- [PROMPT]: Check every line of the entries that follow, and copy the ones containing "Adolf".

Stored items:
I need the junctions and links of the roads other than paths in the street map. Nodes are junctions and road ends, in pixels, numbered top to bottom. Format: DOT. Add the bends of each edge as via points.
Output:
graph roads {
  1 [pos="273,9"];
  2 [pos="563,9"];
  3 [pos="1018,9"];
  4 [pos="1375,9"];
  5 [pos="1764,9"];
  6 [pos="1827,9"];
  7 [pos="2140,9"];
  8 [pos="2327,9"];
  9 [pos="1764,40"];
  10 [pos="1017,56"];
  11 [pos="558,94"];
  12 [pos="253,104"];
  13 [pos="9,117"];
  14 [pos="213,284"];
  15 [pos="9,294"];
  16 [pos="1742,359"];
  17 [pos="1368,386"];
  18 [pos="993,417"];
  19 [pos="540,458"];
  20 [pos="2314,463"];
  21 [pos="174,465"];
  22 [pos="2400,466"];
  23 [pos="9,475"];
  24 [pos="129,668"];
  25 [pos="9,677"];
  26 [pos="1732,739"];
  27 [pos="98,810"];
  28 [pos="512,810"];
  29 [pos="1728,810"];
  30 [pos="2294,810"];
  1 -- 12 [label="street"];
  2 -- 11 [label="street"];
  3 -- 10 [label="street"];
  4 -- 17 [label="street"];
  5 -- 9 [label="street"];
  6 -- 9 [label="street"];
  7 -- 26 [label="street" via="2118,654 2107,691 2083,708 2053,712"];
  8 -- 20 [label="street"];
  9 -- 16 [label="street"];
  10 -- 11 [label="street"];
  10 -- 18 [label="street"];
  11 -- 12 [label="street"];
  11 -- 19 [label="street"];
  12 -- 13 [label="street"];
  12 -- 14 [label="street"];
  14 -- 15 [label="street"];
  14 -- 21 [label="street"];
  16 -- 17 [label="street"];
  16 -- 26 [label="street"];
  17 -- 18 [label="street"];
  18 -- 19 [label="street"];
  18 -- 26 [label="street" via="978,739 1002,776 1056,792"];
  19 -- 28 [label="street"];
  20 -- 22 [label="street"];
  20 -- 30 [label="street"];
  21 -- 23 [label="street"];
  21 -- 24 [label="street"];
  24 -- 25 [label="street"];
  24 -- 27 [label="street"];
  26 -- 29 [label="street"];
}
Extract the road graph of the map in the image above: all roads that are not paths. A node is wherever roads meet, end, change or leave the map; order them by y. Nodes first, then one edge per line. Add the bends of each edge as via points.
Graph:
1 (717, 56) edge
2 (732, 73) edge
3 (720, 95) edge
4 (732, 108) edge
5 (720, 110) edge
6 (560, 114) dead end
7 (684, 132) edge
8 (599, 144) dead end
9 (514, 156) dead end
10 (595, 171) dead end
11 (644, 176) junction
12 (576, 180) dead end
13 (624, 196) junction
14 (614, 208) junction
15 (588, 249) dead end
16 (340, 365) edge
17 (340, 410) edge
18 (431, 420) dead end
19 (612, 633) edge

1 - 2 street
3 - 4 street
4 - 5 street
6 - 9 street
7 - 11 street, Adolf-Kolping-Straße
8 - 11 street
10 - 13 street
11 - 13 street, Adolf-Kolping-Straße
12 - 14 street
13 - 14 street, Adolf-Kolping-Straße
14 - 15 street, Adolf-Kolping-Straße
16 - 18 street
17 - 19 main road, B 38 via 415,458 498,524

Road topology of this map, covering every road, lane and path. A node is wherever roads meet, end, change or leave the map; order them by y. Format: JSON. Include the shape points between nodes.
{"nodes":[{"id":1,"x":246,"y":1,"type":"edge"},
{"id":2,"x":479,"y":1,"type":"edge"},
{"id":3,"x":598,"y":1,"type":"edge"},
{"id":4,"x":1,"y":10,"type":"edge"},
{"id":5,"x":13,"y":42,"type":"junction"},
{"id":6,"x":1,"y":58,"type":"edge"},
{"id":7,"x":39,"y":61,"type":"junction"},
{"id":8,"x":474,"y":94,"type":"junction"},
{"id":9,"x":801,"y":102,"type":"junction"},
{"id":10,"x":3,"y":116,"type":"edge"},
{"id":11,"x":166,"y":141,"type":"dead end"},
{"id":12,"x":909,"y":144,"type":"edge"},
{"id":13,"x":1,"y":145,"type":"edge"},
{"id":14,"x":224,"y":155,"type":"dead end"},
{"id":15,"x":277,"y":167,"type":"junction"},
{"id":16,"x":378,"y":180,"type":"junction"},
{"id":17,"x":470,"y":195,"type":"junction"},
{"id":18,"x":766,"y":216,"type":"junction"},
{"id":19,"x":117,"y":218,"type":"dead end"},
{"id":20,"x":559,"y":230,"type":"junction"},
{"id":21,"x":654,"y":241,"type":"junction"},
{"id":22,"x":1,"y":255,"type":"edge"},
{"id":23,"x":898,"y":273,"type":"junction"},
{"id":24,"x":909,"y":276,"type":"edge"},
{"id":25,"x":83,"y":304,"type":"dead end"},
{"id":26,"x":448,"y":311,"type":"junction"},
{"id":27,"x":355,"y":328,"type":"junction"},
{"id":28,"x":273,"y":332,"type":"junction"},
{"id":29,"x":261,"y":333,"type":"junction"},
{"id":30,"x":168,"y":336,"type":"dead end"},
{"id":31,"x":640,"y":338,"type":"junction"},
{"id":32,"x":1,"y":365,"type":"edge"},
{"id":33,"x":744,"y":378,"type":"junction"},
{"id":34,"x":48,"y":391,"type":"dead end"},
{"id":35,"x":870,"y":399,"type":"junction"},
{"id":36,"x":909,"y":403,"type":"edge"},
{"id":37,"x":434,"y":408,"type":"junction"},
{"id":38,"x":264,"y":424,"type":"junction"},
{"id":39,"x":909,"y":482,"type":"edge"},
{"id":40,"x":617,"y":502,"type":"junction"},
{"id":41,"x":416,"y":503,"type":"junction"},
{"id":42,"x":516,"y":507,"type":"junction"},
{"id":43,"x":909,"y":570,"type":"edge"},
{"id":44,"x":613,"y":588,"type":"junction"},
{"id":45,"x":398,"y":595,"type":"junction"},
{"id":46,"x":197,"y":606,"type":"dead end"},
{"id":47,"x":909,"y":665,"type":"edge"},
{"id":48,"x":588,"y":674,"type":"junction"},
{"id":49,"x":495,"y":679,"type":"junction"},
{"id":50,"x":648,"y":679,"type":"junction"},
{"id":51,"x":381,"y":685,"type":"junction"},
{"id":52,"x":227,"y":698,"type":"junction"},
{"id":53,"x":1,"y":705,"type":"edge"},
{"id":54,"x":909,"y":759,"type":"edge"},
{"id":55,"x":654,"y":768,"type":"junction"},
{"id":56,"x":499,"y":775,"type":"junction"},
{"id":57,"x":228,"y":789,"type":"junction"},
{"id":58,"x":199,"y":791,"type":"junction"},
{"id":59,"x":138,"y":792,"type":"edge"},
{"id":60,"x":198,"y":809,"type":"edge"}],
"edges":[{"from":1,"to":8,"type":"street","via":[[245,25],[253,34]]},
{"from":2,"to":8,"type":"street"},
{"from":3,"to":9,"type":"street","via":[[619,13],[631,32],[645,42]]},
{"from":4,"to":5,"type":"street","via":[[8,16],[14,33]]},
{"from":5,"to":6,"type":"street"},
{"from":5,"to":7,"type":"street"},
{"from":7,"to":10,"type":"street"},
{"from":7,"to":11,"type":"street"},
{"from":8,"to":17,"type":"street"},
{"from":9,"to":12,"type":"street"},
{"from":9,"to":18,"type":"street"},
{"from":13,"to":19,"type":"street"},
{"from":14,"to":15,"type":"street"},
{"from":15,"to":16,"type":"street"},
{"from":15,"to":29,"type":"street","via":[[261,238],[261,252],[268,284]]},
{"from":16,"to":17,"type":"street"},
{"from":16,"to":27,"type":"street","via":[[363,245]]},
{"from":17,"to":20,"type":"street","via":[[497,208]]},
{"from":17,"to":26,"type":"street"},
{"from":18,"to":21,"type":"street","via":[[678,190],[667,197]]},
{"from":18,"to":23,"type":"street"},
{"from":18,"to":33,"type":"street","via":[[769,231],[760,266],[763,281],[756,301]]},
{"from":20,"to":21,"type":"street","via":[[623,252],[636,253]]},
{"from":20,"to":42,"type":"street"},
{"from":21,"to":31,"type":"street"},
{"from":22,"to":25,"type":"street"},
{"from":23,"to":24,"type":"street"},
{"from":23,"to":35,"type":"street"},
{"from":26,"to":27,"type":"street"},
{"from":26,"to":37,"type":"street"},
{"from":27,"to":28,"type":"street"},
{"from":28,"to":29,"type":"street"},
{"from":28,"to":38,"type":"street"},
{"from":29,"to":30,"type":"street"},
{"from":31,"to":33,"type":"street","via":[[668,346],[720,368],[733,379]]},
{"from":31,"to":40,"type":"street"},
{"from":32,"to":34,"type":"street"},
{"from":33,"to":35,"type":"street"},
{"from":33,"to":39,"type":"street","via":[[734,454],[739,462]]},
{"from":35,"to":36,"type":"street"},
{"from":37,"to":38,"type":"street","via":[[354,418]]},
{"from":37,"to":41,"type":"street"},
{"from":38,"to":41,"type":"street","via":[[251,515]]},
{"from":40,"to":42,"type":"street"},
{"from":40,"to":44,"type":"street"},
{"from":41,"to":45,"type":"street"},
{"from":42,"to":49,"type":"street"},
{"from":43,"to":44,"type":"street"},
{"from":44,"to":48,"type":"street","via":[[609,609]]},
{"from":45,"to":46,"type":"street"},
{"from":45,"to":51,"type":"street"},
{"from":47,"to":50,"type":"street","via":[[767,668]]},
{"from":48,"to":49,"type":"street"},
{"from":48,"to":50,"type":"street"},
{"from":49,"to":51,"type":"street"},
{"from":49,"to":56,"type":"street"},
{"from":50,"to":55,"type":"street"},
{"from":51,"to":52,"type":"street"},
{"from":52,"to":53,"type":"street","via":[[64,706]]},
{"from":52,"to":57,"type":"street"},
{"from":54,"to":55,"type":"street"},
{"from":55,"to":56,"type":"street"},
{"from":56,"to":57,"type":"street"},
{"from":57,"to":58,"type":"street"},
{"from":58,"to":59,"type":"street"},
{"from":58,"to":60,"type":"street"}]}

- [TASK ANSWER]:
7 - 11 street, Adolf-Kolping-Straße
11 - 13 street, Adolf-Kolping-Straße
13 - 14 street, Adolf-Kolping-Straße
14 - 15 street, Adolf-Kolping-Straße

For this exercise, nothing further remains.